(Data in this exercise begins)

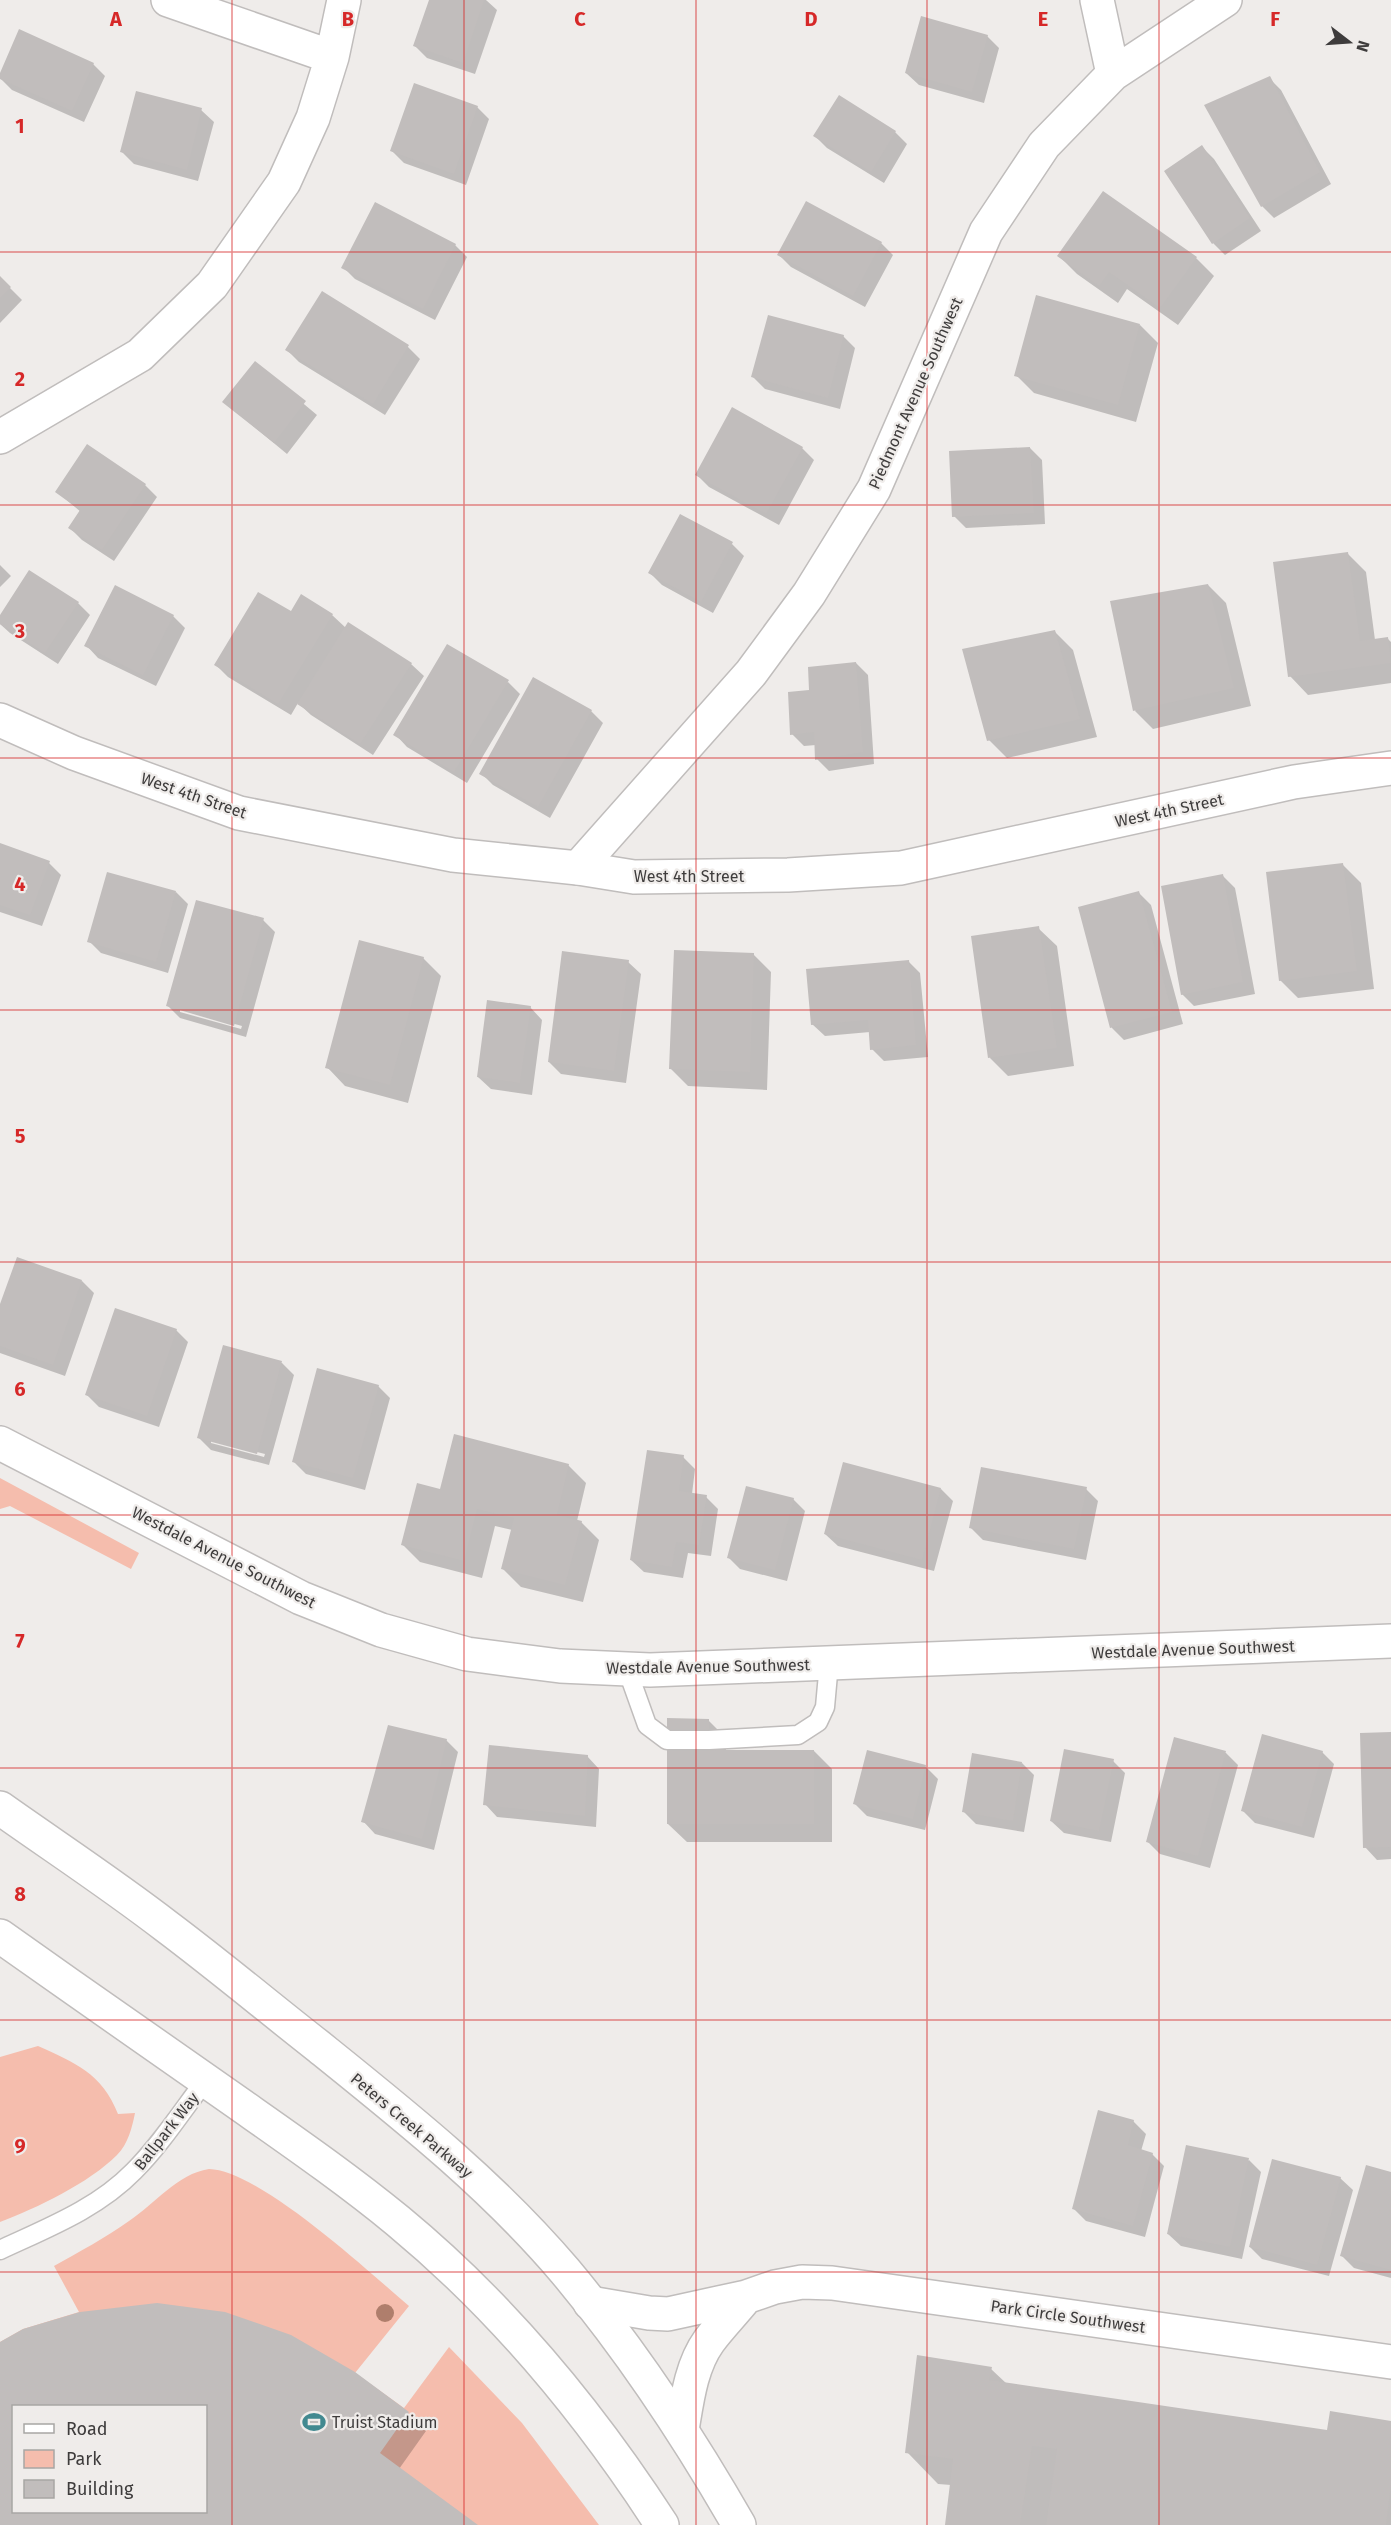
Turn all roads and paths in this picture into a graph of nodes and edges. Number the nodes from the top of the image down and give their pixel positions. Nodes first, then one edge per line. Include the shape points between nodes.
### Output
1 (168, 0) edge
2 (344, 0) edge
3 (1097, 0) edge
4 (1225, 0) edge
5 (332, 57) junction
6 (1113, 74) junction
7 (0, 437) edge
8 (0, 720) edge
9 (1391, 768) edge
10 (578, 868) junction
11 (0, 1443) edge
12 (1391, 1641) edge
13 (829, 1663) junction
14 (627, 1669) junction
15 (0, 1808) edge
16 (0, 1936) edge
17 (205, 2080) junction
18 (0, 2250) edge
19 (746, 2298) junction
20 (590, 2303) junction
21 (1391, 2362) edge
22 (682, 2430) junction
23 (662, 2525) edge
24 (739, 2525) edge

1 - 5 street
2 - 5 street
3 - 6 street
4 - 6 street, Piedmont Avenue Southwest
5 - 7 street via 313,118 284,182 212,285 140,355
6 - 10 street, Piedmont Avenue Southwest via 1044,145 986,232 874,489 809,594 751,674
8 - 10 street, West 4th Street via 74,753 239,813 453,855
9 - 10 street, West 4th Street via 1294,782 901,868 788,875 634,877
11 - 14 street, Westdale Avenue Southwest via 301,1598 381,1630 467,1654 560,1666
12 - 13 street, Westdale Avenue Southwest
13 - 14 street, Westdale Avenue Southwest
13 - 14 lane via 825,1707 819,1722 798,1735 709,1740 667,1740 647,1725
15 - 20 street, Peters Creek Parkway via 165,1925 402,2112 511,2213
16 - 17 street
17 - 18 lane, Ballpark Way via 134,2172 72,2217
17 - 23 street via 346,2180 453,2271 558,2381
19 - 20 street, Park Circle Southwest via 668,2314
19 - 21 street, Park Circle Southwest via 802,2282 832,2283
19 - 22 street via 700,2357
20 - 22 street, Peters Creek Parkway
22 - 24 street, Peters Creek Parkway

(Data in this exercise ends)

§ **Task description**: In the records, which lines use the word "Peters"? Report them.

§ **Response to this task**:
15 - 20 street, Peters Creek Parkway via 165,1925 402,2112 511,2213
20 - 22 street, Peters Creek Parkway
22 - 24 street, Peters Creek Parkway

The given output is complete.